Les vaincus des Rothschild étaient des novateurs dans le domaine de la spéculation. Les idées, les combinaisons et les méthodes qu'ils appliquèrent pour se procurer de l'argent ont révolutionné le monde des affaires et la Bourse. Ils ont centralisé dans leurs mains l'épargne des bourgeois et des masses populaires, pour en diriger les flots tumultueux vers l'industrie et le commerce. Ils sont devenus les pompes aspirantes et foulantes de la fortune nationale. L'appel à l'association des petits capitaux est une formule empruntée à Saint-Simon : sa réalisation était devenue une nécessité pour le développement du capitalisme. Les chemins de fer et les organismes économiques modernes sont des entreprises si vastes qu'il est impossible de les construire et de les faire marcher à l'aide de capitaux individuels. Il fallait les capitaux de la masse, leur concentration gigantesque. Les Péreire et les Mirès ont entrepris cette tâche, et ils peuvent se vanter d'avoir accompli un plus grand miracle que la résurrection de Lazare : ils ont réussi à persuader les petits bourgeois et les paysans de se séparer de leur argent bien-aimé, et de le leur confier. Ainsi, ils ont pu trouver les capitaux dont avait besoin à ses débuts la grande industrie en plein essor. Péreire et Mirès ont précipité le développement industriel et commercial qui se heurtait à certaines difficultés sous l'Empire ; ils ont surtout, contre leur gré, travaillé pour la maison Rothschild, qui, après avoir longtemps contemplé d'un œil placide leur ascension et leur succès, les abattit et s'empara des organismes financiers et industriels qu'ils avaient créés.

Zola ne connaît pas l'histoire de la finance et de la Bourse parisiennes ; en véritable reporter, il s'est contenté de passer quelques heures à la Bourse, d'étudier les lieux – et de noter les bavardages de quelques boursiers aussi peu au courant que lui-même de l'histoire de la Bourse et de leur propre histoire : en effet, du moment que cette histoire n'affecte pas la montée et la chute des cours, elle ne les intéresse que médiocrement.
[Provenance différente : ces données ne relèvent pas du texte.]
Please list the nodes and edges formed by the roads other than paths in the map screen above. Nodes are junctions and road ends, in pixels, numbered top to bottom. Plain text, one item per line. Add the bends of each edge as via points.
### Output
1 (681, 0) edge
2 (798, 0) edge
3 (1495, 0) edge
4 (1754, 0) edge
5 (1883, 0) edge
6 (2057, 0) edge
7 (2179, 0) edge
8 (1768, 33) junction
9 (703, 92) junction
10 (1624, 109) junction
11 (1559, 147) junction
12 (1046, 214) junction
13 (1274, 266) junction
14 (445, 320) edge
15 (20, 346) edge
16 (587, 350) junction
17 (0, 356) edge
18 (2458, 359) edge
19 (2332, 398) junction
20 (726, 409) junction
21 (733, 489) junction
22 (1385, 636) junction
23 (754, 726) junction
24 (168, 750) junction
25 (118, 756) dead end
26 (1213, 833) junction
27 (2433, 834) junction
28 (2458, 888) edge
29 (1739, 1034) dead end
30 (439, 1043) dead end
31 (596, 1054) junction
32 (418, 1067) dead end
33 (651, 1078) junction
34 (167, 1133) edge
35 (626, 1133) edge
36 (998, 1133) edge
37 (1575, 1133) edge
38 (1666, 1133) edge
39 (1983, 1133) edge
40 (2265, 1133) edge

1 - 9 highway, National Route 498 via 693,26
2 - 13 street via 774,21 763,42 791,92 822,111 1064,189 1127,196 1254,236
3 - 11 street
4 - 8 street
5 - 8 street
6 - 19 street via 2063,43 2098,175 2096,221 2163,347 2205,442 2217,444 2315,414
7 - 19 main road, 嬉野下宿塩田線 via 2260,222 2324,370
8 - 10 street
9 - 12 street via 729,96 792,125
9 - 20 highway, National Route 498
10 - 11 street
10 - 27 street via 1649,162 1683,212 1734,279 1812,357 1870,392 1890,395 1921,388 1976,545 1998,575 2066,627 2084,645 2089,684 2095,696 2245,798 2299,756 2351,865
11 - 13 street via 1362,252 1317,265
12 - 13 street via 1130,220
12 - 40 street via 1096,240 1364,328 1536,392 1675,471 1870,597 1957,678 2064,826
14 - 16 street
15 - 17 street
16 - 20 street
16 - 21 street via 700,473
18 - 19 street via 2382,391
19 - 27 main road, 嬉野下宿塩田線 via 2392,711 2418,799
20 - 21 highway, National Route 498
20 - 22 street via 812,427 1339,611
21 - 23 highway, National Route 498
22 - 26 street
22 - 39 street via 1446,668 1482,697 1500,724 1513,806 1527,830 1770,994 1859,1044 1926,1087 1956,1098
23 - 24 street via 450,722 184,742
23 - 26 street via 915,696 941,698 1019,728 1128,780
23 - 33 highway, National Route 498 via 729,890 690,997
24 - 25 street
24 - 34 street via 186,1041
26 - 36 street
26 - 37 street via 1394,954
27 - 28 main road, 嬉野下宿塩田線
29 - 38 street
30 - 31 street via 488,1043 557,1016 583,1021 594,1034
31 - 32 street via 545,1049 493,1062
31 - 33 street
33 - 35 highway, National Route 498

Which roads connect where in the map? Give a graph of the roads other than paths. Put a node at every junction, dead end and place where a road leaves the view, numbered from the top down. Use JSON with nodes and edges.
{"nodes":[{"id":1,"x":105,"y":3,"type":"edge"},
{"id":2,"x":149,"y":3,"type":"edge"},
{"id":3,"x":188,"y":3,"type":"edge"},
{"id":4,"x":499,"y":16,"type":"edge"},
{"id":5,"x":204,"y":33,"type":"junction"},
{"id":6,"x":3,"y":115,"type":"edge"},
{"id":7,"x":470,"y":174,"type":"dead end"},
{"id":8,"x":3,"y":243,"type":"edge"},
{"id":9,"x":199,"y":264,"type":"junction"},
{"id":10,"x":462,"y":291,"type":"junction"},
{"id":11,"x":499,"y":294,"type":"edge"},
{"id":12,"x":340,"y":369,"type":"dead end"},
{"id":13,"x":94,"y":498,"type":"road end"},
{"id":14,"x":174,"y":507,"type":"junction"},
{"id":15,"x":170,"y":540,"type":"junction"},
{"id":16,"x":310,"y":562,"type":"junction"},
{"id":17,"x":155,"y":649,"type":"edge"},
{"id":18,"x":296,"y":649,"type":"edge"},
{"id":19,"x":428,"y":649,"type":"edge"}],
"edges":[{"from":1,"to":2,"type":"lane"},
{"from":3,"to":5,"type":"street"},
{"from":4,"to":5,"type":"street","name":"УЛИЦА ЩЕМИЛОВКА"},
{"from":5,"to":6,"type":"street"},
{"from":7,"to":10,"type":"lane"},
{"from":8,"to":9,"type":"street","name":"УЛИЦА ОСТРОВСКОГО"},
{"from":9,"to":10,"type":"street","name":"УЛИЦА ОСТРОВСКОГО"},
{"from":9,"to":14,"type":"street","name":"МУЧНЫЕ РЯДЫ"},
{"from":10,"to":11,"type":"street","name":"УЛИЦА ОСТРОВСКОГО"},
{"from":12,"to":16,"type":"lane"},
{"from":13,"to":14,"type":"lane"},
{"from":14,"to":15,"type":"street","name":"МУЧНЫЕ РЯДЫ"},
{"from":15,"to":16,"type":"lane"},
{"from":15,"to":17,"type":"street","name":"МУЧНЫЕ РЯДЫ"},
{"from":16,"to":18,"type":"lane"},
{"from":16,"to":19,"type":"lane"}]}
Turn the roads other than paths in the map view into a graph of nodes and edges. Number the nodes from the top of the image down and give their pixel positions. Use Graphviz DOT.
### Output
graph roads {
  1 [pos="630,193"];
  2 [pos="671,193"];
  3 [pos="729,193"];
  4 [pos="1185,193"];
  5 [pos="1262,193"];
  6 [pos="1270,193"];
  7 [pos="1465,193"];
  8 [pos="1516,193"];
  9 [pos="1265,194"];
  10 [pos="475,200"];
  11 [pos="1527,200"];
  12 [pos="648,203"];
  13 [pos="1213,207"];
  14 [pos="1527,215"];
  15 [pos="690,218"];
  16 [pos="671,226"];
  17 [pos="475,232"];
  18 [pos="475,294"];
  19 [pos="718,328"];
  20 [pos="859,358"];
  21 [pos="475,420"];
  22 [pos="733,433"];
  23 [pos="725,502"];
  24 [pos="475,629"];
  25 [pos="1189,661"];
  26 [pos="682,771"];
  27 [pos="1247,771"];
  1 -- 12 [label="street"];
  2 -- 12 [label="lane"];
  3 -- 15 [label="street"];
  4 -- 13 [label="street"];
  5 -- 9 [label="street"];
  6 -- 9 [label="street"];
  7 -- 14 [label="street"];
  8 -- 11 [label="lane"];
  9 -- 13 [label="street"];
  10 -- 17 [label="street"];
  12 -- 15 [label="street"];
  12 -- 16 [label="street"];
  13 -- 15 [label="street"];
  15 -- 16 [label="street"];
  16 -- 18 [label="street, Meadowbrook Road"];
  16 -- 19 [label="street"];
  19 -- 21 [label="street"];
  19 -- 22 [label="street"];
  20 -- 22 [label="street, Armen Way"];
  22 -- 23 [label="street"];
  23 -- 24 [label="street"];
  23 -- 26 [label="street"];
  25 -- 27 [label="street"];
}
Pour Zola, la lutte entre Saccard et Gundermann est seulement le duel entre le capital de spéculation catholique et juif. Mais les Péreire et les Mirès étaient d'aussi bons Juifs que les Salomon et les Nathan de la famille Rothschild ; ils accusaient ces derniers d'être des Juifs du Nord, des Askenazis, tandis qu'ils s'attribuaient l'honneur de représenter les Juifs du Sud, les Séphardins, qui, selon eux, se distinguaient par des idées plus généreuses.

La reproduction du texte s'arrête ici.